They’re tech-savvy multitaskers, natural networkers and canny consumers. Vision explores how brands and employers must adapt if they want to get the attention of ‘Generation Y’
Their moral values may be fairly similar to their elders’, but having used mobile phones, computers and the internet since childhood, ‘digital natives’ have an inherent ability to incorporate new technologies into their professional and personal lives. “The definition of a digital native suggests these are people born after the general implementation of digital technology,” says Tania Gupta, Digital Media Consultant at Socialize, the UAE’s first dedicated social media agency and training house, based in Dubai.
“Digital natives have attitudes defined by pervasive connections and the availability of participatory technologies and mediums,” she adds. “The prerequisite of having a digital presence is a digital identity. These are individuals who are living their lives in two realms: in real life and in the digital realm. Their values are related to issues such as privacy, creativity, piracy and activism.”
A 2011 study carried out by the technology company Johnson Controls to evaluate the lifestyle of the new generation entering the workplace found that technologies and the internet have permeated all spheres of their lives and are omnipresent. This should come as no surprise given the amount of time digital natives spend on the web. The majority of them surf the net between two and four hours a day, while a quarter of them do it from four to six hours a day.
Out of the 2,800 respondents surveyed in Germany, the UK, the US and China, 74 per cent thought that new technologies were addictive, 61 per cent felt cut off from their friends and that they were missing out on a large part of their life without technologies, 55 per cent said that without technologies they can’t keep up with life and 77 per cent believed that it was important to have advanced technologies in their workplace.

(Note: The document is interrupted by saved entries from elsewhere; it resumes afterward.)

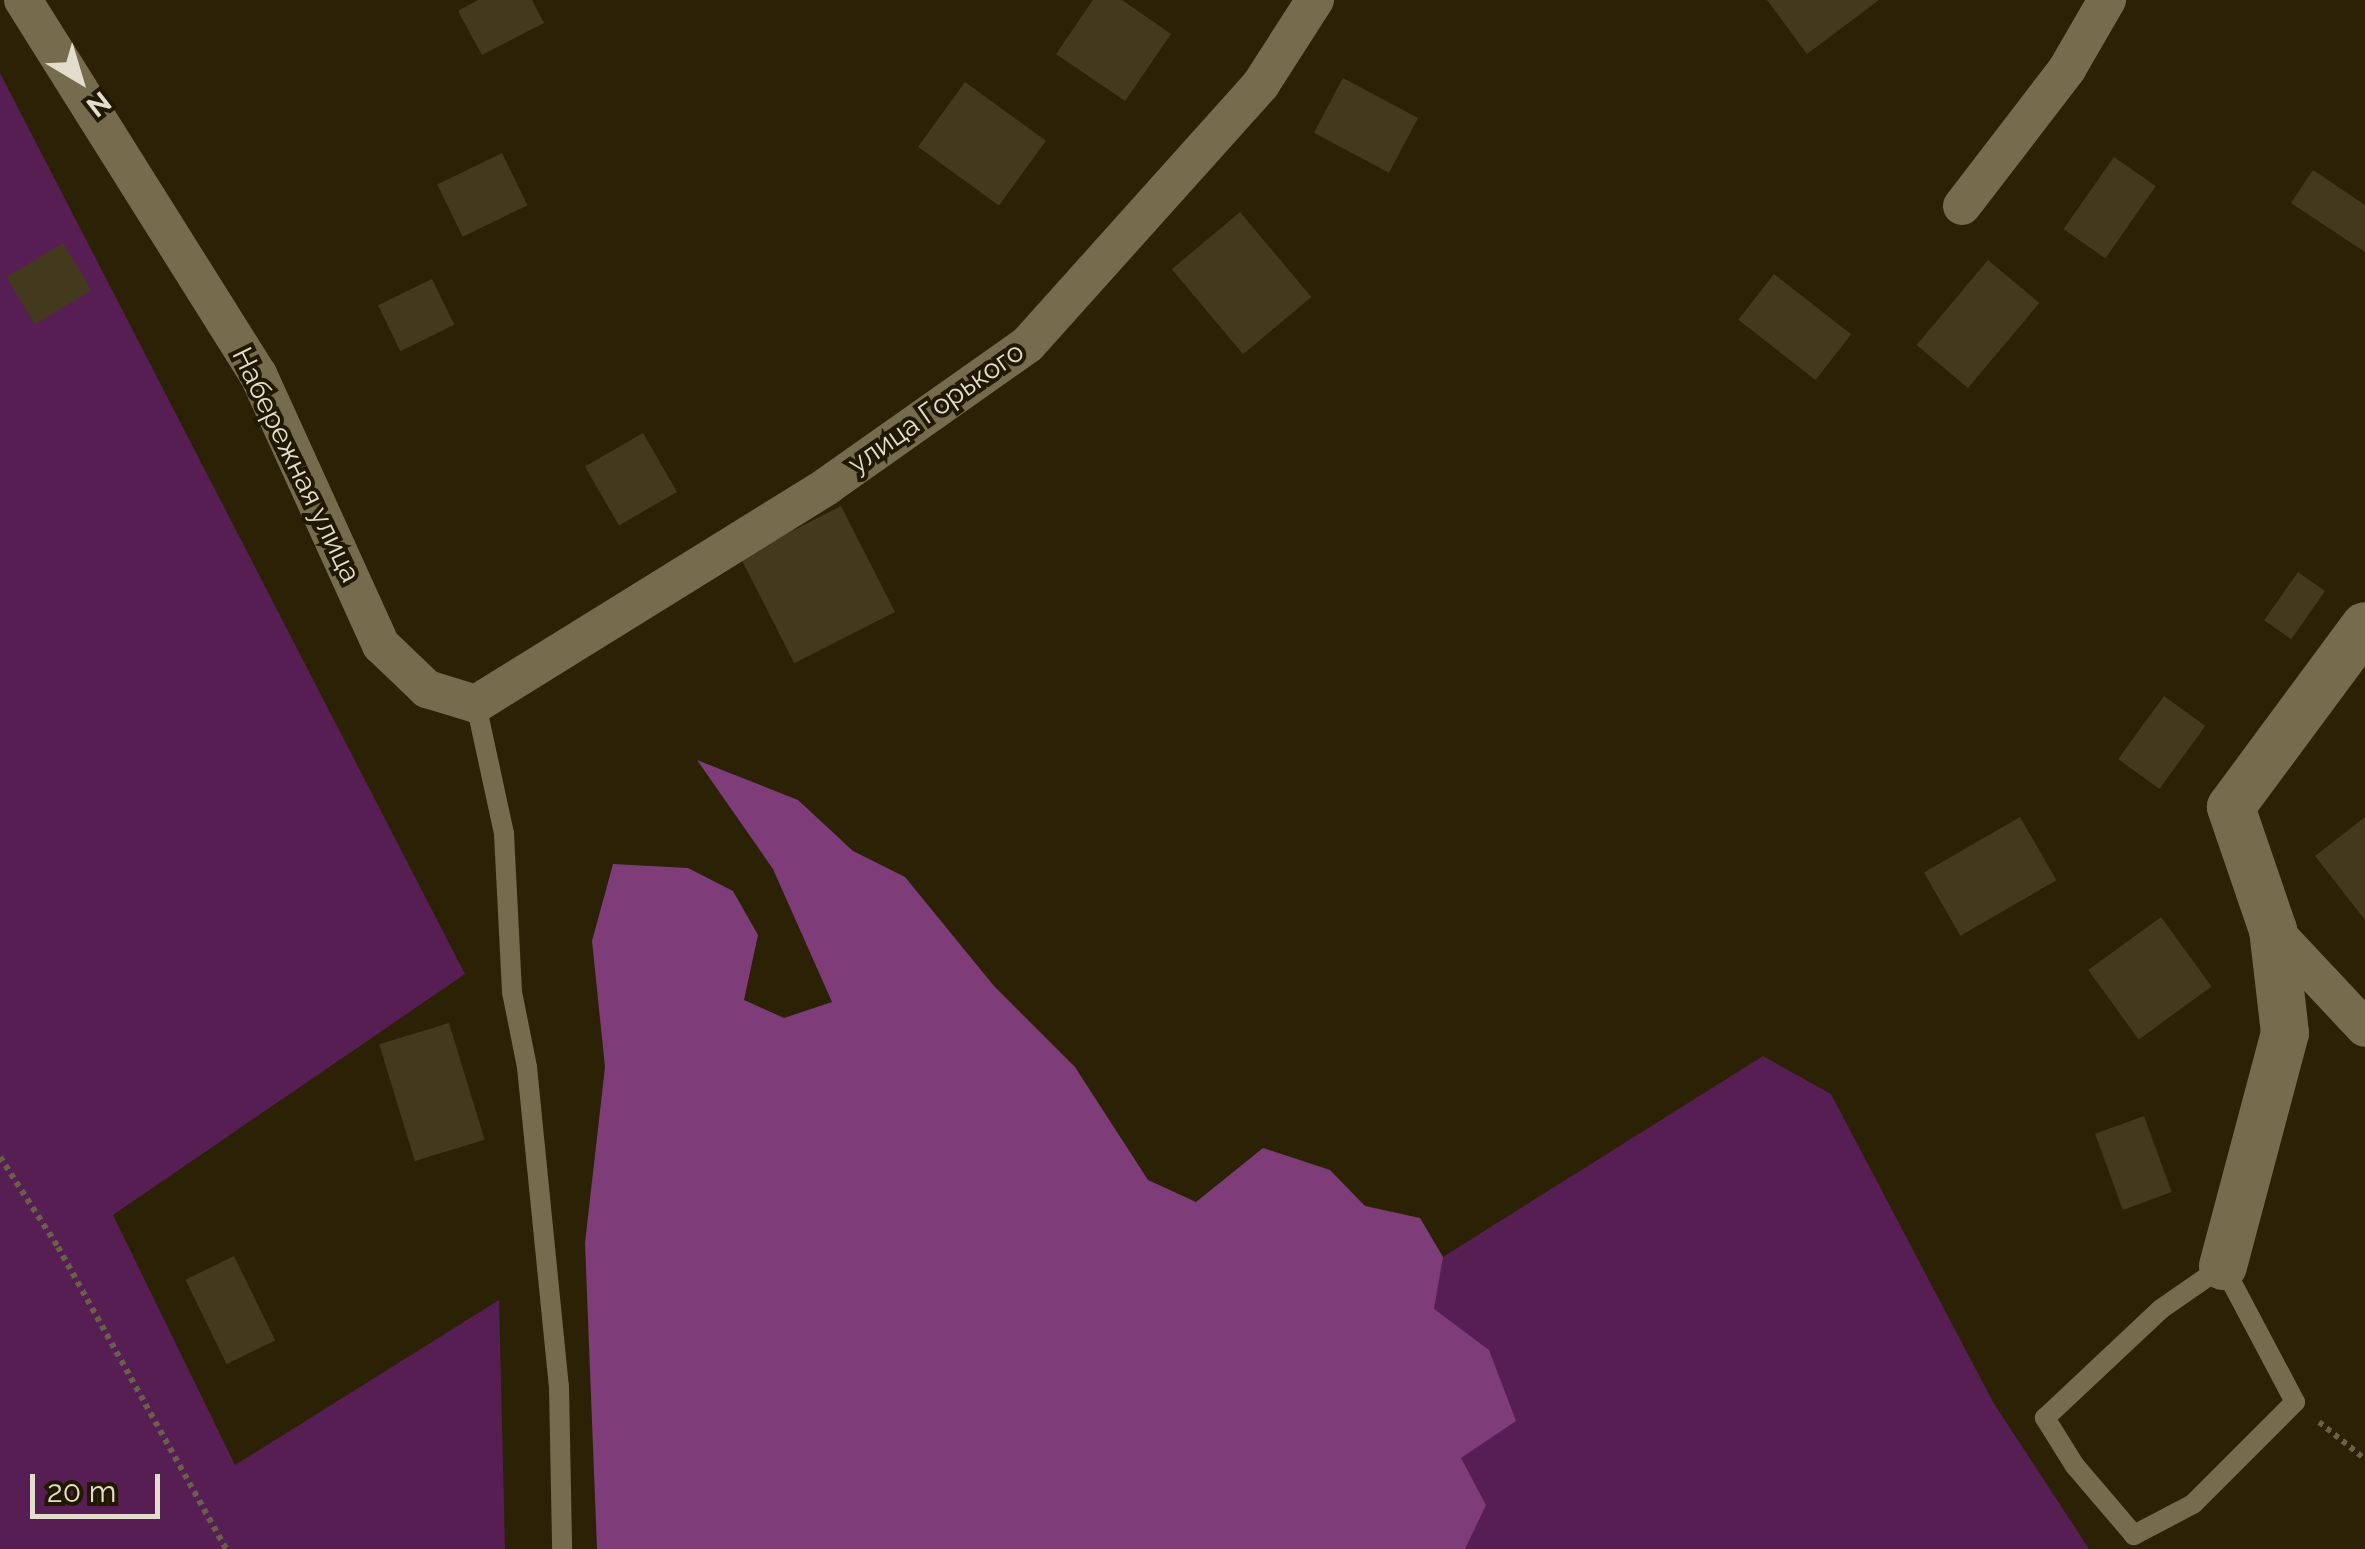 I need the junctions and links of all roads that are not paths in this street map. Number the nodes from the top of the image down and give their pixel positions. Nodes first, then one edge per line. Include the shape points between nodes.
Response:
1 (23, 0) edge
2 (1315, 0) edge
3 (2107, 0) edge
4 (1962, 206) dead end
5 (2365, 626) edge
6 (476, 704) junction
7 (2273, 930) junction
8 (2365, 1028) edge
9 (2223, 1266) junction
10 (562, 1549) edge

1 - 6 street, Набережная улица via 258,374 381,645 428,689
2 - 6 street, улица Горького via 1260,84 1028,344 827,486
3 - 4 street via 2067,69
5 - 7 street via 2231,806
6 - 10 lane via 504,834 512,992 527,1068 559,1386
7 - 8 street
7 - 9 street via 2285,1033
9 - 9 lane via 2295,1402 2193,1504 2134,1536 2045,1418 2161,1309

“Digital natives are inseparable from any form of technology that provides them with constant updates on happenings in their lives, their communities, their societies and the world in general,” says Gupta. “The average digital native starts and ends their day reading the latest status update on social media. It’s a culture of sharing – sharing what one is doing, who one is with, where one is and perhaps even what one will do next.”
In the workplace, these attributes make Generation Y particularly valuable. These information junkies need to be always ‘on’ and have a natural ability to multitask. They can process vast amounts of information simultaneously. They are natural networkers, communicating fast and efficiently. Digital natives are skilled in the art of sharing: their experiences and opinions are made public in real-time through updates, tweets, pictures and video via social media. They enjoy working in a team, which enables them to collaborate with different generations.
Because the new wave of office workers uses collaborative technologies, they are able to work in virtual teams, allowing them to spend less time at their desks. Unlike previous generations and notably baby boomers, digital natives are willing to swap higher pay for more free time as they aim at a better work-life balance. This does not stop them from being ambitious, committed and enthusiastic, but work for them does not just pay the bills, it has to be joyful and fulfilling, too.
Employers will have to adapt to these new constraints by offering more flexible working hours, better and more technology and by enhancing internal communication and teamwork. Professional network LinkedIn surveyed more than 7,000 professionals globally for its Office Endangered Species study and asked what they expected to be work staples. The respondents selected tablets (55 per cent), cloud storage (54 per cent), flexible working hours and smartphones (which tied at 52 per cent). They expected desk phones, tape recorders, fax machines, Rolodexes and standard working hours to disappear by 2017.
When they consume, digital natives also do it differently from previous generations. Selling to them is a process where they need to feel empowered. Do it right and they will stick to the same brand for years. “Unlike their predecessors, digital natives came to age in the post-internet era and will not be completely satisfied with hard selling. The selling is an act of gaining loyalty,” Gupta argues.
Brands wishing to appeal to digital natives must give them content that is creative, engaging and share-worthy, enhancing positive experiences. Gupta believes brands that step away from the traditional and the conventional are the ones that reach them. She cites the most recent example as Red Bull’s Stratos mission on 14 October, when the Austrian stuntman Felix Baumgartner climbed 128,100ft in a stratospheric balloon and made a freefall jump, rushing towards Earth at supersonic speeds before parachuting to the ground.
According to the UK web analytics company Matraxis, which measures social media activity, there were more than eight million concurrent live streams of the Stratos mission on YouTube, on Facebook the official pictures posted by Red Bull gathered 29,000 shares, 216,000 likes and more than 10,000 comments in less than 40 minutes of being posted, while on Twitter there were “millions upon millions” of tweets supporting the event and sharing in the excitement of Baumgartner’s jump.
“The event was live-streamed to millions of people through technology intricately connected to their lives, such as smartphones, computers and tablets,” says Gupta. “Each brand needs to create a story around their customers and allow them to come up with a narrative about their experiences with the brand. It’s about empowering them through conversation and giving them a sense of ownership. They want to discover the brand for themselves as opposed to being told why they should buy the product. Digital natives have their eyes everywhere and that’s where brands need to be, too.”